Interoperability (Clearing Corporations)
Interoperability between clearing corporations allows a market participant to execute a trade on one stock exchange and have it cleared and settled by the clearing corporation of a different exchange, enabling margin netting across platforms and promoting competition among clearing entities.
Before the interoperability framework was introduced in India, a broker who was a member of both NSE and BSE had to maintain separate margin pools at NSCCL (for NSE trades) and ICCL (for BSE trades). These margin pools could not offset each other even if the broker held opposing positions across the two exchanges—a structural inefficiency that locked up capital unnecessarily.
SEBI introduced the interoperability framework through a circular in January 2019, made effective from June 2019. Under this regime, a trading member executing a trade on NSE can choose to route it for clearing to ICCL, and a trade on BSE can be cleared by NSCCL. The clearing corporation of choice charges its standard fees and performs the full settlement cycle. The key benefit is that a broker can consolidate all clearing activity with a single clearing corporation, enabling portfolio-level margining across all positions—irrespective of which exchange they were executed on.
For example, a broker holding a long Nifty futures position (executed on NSE) and a short position in a BSE-listed derivative can, under interoperability, offset these exposures when computing SPAN margins, rather than maintaining separate margin pools. This can reduce total margin requirements significantly for large market participants.

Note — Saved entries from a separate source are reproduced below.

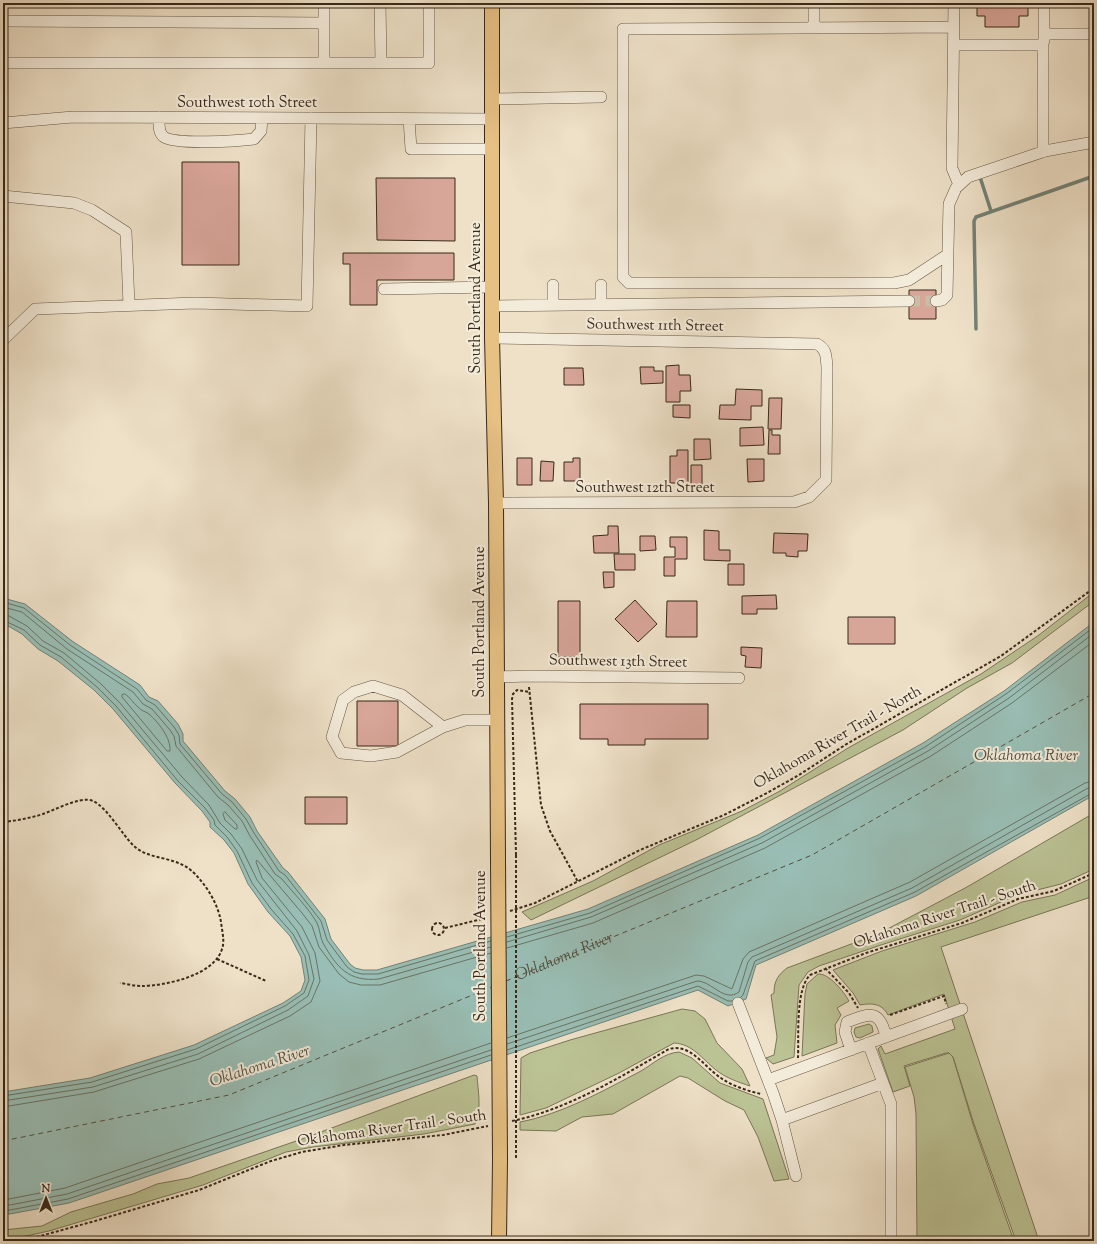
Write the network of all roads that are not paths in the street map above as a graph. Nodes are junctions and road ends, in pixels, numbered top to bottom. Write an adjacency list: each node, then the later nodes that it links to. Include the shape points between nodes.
1 (324, 3): 9 (street)
2 (380, 3): 16 (street)
3 (429, 3): 16 (street, via 429,62)
4 (492, 3): 20 (main road, South Portland Avenue)
5 (814, 3): 11 (street)
6 (954, 3): 10 (street)
7 (1044, 3): 12 (street)
8 (3, 21): 9 (street)
9 (324, 22): 18 (street)
10 (954, 27): 11 (street); 14 (street)
11 (814, 28): 32 (street, via 623,29 623,277 629,283 894,283 909,280)
12 (1044, 34): 13 (street); 15 (street)
13 (1094, 34)
14 (954, 45): 15 (street); 30 (street, via 952,168)
15 (1044, 45): 29 (street)
16 (381, 62): 18 (street)
17 (3, 63): 18 (street)
18 (324, 63)
19 (601, 97): 20 (street)
20 (492, 99): 25 (main road, South Portland Avenue)
21 (159, 117): 22 (street, Southwest 10th Street); 22 (street, via 160,132 164,138 176,141 254,139 261,131); 26 (street, Southwest 10th Street, via 73,117)
22 (262, 118): 23 (street, Southwest 10th Street)
23 (311, 118): 24 (street, Southwest 10th Street); 41 (street, via 307,306 195,303)
24 (409, 119): 25 (street, Southwest 10th Street); 28 (street, via 411,149)
25 (492, 119): 28 (main road, South Portland Avenue)
26 (3, 123)
27 (1094, 142): 29 (street)
28 (492, 149): 35 (main road, South Portland Avenue)
29 (1043, 152): 30 (street, via 968,177)
30 (959, 185): 32 (street, via 949,204)
31 (3, 196): 41 (street, via 74,203 92,210 126,232)
32 (947, 255): 38 (street, via 947,295 946,298)
33 (553, 285): 40 (street)
34 (601, 285): 39 (street)
35 (493, 287): 36 (street); 42 (main road, South Portland Avenue)
36 (384, 289)
37 (909, 301): 39 (street)
38 (936, 301)
39 (601, 303): 40 (street)
40 (553, 304): 42 (street)
41 (129, 305): 44 (street, via 35,309)
42 (493, 306): 43 (main road, South Portland Avenue)
43 (492, 338): 45 (street, Southwest 11th Street, via 817,344 823,347 826,354 826,480 809,497); 46 (main road, South Portland Avenue)
44 (3, 340)
45 (794, 502): 46 (street, Southwest 12th Street)
46 (496, 503): 47 (main road, South Portland Avenue)
47 (497, 678): 48 (street, Southwest 13th Street); 49 (main road, South Portland Avenue)
48 (739, 678)
49 (497, 720): 50 (street, via 465,720); 60 (main road, South Portland Avenue, bridge)
50 (444, 727): 50 (street, via 397,752 371,756 341,753 332,737 343,700 354,692 373,686 402,695)
51 (738, 1004): 56 (street)
52 (962, 1009): 53 (street)
53 (886, 1037): 54 (street); 55 (street, via 881,1020 877,1016 867,1014 847,1022 845,1027)
54 (868, 1044): 55 (street); 57 (street)
55 (851, 1050): 56 (street)
56 (768, 1080): 58 (street)
57 (883, 1084): 58 (street); 61 (street, via 891,1104)
58 (782, 1120): 59 (street)
59 (796, 1176)
60 (499, 1241)
61 (891, 1241)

The framework also introduced competitive pressure on clearing corporations. Previously, NSCCL had a near-monopoly on NSE trades and ICCL on BSE trades. Interoperability meant that a clearing corporation now had to compete for clearing business, which could drive improvements in efficiency, technology, and risk management over time.
For retail investors, interoperability's direct impact is limited but indirect benefits include potentially lower transaction costs if efficiency gains are passed on, and a more robust clearing infrastructure as both entities continue to invest in competitiveness. The framework also aligned India's market structure more closely with global norms, where clearing competition is seen as a feature of mature capital markets.